Miracles happen every day in the Church of J.J. For instance, although middle-aged women will not survive a plane crash on a remote island, miraculously all of the hot young ones will, as will all of the hot young men. Also surviving will be one young though fat male, one middle-aged man and one precocious child.
Equally miraculous, the hot young women's bikinis will survive the crash and will be found in time for the promo shots, no matter how far they were flung upon impact, though their sensible shoes will be lost in the wreckage and they will have to pull sensible shoes off the feet of dead middle-aged women whose bodies are strewn around the crash site.

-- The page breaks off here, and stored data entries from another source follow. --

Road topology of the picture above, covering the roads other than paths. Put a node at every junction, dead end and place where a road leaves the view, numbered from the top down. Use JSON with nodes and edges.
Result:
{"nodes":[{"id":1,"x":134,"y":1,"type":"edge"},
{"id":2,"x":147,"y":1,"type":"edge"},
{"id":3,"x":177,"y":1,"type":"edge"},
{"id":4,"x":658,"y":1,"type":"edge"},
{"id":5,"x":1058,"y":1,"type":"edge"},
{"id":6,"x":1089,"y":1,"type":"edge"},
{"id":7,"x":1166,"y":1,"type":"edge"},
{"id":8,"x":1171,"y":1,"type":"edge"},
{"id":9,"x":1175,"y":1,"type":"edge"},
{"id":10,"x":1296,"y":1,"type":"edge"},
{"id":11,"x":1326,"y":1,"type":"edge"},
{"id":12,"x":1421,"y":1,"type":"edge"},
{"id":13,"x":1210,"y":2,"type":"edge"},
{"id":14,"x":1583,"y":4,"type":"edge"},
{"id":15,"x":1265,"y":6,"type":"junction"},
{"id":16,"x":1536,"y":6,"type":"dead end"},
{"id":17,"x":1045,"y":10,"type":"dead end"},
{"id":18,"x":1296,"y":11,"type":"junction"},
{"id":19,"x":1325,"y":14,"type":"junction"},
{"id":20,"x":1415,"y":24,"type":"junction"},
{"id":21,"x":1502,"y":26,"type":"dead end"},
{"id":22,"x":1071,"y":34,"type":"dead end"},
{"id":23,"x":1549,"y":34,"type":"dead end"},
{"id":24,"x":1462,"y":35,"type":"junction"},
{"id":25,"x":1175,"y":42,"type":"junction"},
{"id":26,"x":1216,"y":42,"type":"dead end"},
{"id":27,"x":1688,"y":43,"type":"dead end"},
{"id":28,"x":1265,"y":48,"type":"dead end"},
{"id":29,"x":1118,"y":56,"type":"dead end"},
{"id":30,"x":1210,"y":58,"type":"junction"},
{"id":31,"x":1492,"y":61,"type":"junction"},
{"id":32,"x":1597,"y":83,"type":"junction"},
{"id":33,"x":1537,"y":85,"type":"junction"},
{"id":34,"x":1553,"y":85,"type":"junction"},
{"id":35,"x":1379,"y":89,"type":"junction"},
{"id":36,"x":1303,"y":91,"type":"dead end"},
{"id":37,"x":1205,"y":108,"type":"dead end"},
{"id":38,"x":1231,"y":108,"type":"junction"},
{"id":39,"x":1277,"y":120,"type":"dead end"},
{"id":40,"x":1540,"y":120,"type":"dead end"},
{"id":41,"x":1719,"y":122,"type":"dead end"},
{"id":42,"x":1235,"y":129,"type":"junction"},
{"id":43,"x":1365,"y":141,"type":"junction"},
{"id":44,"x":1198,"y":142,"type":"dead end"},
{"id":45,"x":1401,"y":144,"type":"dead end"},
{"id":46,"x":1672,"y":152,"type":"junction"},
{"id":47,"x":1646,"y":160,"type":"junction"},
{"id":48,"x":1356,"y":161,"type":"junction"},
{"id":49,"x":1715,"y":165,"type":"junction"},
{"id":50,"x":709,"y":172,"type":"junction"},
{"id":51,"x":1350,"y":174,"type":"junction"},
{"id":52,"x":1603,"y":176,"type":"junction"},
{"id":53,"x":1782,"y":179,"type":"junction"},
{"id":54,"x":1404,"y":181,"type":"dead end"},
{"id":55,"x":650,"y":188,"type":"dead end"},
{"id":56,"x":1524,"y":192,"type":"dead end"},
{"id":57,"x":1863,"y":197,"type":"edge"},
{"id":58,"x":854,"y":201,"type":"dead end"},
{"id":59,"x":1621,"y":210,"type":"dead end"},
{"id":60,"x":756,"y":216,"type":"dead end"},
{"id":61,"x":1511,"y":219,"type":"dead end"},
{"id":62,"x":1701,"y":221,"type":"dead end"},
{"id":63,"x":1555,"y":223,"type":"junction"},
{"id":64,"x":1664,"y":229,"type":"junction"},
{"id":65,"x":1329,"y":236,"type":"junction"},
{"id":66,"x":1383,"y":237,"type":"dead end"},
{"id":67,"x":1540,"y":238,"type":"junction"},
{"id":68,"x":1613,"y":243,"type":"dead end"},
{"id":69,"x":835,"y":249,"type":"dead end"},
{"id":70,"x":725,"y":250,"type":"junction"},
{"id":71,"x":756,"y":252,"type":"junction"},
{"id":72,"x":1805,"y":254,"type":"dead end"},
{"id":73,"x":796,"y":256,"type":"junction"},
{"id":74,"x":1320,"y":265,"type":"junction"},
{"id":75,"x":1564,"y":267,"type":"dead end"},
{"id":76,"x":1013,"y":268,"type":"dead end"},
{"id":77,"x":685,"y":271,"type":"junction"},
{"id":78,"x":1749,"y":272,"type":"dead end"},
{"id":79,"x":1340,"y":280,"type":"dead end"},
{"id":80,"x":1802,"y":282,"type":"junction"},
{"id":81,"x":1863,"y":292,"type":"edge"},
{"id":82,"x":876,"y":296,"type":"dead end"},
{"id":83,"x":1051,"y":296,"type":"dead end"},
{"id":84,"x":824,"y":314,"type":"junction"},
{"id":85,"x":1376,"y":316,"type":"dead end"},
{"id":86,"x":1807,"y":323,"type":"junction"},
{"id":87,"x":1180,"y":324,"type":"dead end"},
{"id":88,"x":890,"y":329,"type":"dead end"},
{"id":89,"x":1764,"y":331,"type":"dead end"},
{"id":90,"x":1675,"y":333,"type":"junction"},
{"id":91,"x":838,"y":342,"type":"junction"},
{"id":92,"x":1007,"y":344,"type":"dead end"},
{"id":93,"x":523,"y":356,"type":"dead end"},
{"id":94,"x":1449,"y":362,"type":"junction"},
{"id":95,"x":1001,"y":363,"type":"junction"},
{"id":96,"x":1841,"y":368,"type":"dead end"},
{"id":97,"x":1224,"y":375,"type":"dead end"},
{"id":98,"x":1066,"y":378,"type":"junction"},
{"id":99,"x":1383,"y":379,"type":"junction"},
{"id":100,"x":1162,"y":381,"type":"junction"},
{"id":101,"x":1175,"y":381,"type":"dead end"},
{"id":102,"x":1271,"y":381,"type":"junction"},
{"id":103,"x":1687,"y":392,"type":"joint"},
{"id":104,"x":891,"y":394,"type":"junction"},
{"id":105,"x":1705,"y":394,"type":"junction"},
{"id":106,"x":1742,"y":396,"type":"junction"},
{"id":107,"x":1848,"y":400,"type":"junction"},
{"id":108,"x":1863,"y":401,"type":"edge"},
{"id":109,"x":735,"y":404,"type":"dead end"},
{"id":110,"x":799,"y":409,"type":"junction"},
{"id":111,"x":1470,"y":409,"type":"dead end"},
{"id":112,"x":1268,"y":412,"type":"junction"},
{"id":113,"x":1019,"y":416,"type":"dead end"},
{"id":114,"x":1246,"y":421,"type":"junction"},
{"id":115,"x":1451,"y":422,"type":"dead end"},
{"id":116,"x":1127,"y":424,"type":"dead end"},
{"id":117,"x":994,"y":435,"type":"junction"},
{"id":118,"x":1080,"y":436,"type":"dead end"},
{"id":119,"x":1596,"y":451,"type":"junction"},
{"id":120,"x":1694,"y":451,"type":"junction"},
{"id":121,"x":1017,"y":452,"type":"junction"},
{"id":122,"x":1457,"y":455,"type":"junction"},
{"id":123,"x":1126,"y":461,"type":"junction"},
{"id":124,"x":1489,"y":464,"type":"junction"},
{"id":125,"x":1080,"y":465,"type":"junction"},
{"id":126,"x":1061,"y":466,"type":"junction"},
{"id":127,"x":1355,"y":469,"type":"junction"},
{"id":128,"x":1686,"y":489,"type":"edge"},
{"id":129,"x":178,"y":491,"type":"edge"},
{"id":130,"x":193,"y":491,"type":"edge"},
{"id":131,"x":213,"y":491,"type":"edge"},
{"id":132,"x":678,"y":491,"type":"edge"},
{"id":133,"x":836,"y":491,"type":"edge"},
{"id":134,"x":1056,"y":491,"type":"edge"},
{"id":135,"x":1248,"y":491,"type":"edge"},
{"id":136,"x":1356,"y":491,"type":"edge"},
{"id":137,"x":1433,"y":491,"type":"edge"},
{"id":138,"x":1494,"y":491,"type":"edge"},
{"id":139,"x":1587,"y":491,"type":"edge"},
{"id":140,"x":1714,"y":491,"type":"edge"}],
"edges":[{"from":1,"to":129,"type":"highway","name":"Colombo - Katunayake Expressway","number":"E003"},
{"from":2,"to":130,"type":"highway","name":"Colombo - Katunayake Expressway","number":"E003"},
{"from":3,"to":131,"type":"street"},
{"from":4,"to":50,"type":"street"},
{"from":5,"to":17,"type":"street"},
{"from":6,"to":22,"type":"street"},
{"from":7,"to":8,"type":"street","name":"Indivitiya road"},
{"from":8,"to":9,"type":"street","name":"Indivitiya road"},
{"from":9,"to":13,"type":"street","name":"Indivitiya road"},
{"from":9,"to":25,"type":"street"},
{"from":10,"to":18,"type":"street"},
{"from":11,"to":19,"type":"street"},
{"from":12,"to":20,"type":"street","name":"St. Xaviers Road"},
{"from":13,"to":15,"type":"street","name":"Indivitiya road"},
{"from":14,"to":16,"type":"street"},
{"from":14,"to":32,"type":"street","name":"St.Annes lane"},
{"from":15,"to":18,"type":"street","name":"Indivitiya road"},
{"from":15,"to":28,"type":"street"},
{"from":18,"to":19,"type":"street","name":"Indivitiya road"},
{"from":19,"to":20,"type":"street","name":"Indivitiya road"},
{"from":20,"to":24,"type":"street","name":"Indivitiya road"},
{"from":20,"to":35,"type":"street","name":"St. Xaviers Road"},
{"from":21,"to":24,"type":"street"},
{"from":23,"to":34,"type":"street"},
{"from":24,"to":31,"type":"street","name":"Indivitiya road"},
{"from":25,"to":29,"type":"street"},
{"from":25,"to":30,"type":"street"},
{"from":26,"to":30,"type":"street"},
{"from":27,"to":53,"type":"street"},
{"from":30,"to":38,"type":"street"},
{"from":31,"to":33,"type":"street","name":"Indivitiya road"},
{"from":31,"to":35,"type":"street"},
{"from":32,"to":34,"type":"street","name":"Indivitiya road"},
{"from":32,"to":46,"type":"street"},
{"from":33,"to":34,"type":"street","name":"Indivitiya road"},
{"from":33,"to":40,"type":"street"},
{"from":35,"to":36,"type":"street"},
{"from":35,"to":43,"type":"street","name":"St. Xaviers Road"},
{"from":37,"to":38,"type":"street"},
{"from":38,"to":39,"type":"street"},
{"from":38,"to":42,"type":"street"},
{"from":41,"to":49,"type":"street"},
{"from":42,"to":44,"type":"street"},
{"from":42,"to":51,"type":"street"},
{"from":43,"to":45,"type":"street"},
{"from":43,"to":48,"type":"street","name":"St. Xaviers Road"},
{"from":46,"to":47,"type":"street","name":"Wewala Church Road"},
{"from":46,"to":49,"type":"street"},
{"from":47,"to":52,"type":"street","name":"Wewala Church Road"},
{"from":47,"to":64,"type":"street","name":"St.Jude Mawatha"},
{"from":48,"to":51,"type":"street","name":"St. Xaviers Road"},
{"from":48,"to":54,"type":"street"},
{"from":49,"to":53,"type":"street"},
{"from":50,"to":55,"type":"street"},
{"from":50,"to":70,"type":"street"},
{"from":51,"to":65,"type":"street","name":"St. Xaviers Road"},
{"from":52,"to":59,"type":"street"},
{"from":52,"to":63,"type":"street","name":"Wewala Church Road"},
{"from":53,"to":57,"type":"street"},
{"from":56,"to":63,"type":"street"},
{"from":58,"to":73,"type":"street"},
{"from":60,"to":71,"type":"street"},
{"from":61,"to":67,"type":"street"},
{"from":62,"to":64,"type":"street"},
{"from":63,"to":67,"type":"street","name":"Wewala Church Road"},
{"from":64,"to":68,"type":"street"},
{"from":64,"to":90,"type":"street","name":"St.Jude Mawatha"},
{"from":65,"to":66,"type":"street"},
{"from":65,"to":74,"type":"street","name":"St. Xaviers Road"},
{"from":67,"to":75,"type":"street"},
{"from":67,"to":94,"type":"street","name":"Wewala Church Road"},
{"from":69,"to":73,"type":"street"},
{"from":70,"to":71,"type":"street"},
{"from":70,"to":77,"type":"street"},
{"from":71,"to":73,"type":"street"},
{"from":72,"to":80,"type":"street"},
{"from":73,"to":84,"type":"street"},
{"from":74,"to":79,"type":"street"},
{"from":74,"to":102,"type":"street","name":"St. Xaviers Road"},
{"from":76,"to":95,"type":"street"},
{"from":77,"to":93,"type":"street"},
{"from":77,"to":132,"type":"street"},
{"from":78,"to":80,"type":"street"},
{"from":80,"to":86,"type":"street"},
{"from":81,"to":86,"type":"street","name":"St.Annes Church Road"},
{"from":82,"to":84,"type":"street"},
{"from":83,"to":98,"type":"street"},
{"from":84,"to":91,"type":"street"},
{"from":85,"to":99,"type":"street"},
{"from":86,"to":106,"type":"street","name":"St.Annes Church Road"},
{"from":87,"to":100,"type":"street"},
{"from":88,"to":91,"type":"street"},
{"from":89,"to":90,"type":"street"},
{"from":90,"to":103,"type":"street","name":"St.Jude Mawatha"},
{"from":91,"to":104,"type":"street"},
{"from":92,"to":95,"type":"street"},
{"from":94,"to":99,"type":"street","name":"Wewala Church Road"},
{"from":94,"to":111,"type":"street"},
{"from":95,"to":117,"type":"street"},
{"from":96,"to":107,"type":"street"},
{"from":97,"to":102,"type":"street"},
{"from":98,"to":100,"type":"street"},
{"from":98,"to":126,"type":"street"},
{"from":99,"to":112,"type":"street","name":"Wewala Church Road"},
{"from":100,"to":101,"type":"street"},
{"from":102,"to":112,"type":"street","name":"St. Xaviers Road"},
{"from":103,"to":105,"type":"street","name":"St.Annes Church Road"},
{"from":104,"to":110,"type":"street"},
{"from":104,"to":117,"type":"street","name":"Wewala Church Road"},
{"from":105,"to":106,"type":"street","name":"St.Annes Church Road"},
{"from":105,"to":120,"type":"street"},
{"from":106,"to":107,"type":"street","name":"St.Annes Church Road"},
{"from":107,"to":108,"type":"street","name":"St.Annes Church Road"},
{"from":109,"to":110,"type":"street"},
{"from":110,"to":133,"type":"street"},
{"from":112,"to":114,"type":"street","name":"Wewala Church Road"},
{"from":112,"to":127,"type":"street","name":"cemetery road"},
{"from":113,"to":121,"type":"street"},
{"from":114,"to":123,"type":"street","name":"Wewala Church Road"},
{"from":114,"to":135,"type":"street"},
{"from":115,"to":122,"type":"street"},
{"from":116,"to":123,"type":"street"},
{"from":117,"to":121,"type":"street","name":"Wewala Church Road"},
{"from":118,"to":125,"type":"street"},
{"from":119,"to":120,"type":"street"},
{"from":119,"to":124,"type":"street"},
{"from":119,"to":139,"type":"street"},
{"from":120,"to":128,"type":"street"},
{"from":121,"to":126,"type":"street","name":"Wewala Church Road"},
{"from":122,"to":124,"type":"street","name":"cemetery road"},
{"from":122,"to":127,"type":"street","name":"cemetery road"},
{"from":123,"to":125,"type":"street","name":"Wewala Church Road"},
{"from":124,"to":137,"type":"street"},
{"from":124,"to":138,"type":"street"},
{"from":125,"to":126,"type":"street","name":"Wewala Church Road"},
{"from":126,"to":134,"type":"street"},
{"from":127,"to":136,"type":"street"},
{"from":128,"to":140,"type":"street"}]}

Really, is it any wonder there are so many followers of the Church of J.J. among TRWCT?
This morning, at Summer TV Press Tour 2004, surrounded by 11 hot young plane crash survivor-actors, plus the one young fat guy, the one middle-aged guy, the one precocious kid and a partridge in a pear tree, J.J. talked to his fans.
One critic noted that the premise might cause a viewer to comment, "What a stupid show."
But "Lost," the critic continued, "went way beyond 'that could never happen,' " and, he forecast, viewers will not say, "What a stupid show."
"What," the critic wondered, "is the difference between those two kinds of shows, and how do you do it?"